【エッセイ】女子が自分より不細工だと思う人に対して「可愛いー♡」と言う真髄
幻中六花
とある先生の教え
こんな光景を目にしたことがないだろうか。
仲のいい女子たちが数人集まって、1人の女子をベタ褒めしているという光景。
昔は、
「女子って自分の方が優勢って思ったら、相手を可愛いって言うんだよな」
と卑下して考えてしまっていたのだが、最近はある筋書きが見えてきた気がする。
*
最近はSNSで自撮り写真をアップして人気を集める女子も少なくないが、これは自分が可愛いと思えていないとできないこと。
私も昔は音楽活動をしていたので、顔を出してSNSをやっていた。
その時には少しでもマシに見えるよう、角度を変えたり光の加減を変えたりして自撮りしていたものだが、最近は写真加工が簡単に行えるようになって驚く。
さて、人間が他人を見た際に「見る」場所はいったいどこなのだろうか。
超絶美人のモデルさんではなく、一般に近い見た目の子の写真に対して、女子はほとんどの場合
「可愛いー♡」
と言う。
「本当はそんなこと思ってないくせに」
「実際はどう思ってるんだか」
「自分の方が可愛いと思ってるくせに」
と考えていたが、それは100%当てはまることではないことがわかった。
人は、他人を見る際、自分がコンプレックスに思っている場所にしか目がいかないのだ。
*
これは私が小学生の頃から先生に言われていた言葉。
「人間は、自分が気にしている場所を見てしまいます。
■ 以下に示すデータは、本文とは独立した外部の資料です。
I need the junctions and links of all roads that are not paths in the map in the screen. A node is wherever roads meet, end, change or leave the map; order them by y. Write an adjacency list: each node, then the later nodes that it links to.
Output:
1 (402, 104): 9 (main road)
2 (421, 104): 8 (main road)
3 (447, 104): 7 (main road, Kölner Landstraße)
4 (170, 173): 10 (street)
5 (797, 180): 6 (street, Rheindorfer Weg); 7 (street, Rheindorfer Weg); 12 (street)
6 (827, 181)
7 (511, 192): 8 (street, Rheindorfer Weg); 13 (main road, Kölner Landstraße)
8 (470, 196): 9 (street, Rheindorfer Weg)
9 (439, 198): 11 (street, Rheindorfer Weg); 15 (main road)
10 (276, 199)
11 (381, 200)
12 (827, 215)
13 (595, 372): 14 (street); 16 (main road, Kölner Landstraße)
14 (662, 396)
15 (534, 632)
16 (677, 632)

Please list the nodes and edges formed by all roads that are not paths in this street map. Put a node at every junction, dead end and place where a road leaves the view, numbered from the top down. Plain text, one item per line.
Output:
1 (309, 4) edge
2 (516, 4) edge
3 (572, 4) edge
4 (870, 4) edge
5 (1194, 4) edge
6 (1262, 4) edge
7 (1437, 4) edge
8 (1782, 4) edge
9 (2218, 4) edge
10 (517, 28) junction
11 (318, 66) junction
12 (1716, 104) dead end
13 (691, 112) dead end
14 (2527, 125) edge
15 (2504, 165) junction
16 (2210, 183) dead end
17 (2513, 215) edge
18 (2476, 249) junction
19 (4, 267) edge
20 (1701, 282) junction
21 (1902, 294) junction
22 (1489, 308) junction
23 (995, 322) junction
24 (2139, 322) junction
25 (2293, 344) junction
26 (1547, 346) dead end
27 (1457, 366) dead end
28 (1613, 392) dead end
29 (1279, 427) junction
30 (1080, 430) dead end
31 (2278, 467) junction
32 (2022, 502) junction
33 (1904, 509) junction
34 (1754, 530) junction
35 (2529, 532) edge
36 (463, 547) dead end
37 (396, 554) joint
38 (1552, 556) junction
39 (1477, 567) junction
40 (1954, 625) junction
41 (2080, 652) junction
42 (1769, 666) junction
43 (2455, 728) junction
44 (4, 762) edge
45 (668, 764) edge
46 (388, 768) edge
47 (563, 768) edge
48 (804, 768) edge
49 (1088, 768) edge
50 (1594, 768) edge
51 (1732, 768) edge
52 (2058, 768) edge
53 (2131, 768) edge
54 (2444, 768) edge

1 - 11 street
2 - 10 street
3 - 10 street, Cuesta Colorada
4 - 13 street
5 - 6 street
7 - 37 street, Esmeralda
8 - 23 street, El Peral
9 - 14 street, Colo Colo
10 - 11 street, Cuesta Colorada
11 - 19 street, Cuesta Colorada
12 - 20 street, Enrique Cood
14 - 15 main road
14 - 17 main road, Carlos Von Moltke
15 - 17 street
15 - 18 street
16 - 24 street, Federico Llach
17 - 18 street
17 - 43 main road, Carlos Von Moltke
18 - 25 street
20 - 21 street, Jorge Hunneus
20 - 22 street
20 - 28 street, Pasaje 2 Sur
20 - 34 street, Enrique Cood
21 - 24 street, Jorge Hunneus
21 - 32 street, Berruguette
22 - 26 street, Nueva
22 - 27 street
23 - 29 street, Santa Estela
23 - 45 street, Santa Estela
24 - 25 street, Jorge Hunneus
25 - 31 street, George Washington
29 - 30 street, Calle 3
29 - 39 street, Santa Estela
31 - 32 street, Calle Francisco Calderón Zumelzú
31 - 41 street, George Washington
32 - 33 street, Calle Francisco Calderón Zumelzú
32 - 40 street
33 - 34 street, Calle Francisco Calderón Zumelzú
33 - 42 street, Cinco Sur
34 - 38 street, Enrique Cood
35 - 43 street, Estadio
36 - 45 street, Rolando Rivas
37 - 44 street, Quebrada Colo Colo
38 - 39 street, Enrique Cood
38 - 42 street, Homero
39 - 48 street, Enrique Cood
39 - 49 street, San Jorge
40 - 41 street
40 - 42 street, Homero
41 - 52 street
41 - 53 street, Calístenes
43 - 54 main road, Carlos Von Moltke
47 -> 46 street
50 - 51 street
鼻が気に入らない人は相手の鼻を見てしまうし、歯並びが悪くて気にしている人は相手の口を見てしまう。それは相手にとっていい印象ではないので、相手の目を見て話せるように意識しましょう」
という教えだった。
その時は、へぇ、としか思っていなかったが、年を重ねて美意識が芽生えた時、理解した。
私がコンプレックスに思っている場所はどこだろう。
ありすぎてわからないので、逆に気に入っている部分はどこだろう。
そう考えてみると、『目』だった。
だから私は人と対面して話す際、目を見れないのか……ということと、これとは別問題。
そして、気になる場所は年とともに変化することもわかった。
子供の頃は、ちょっと上を向いた鼻が嫌いだった。
だから人の鼻ばかり見て、鼻の穴が見えないのが羨ましかったし、横から見て鼻の穴が下を向いている鼻を綺麗な鼻だな、と思った。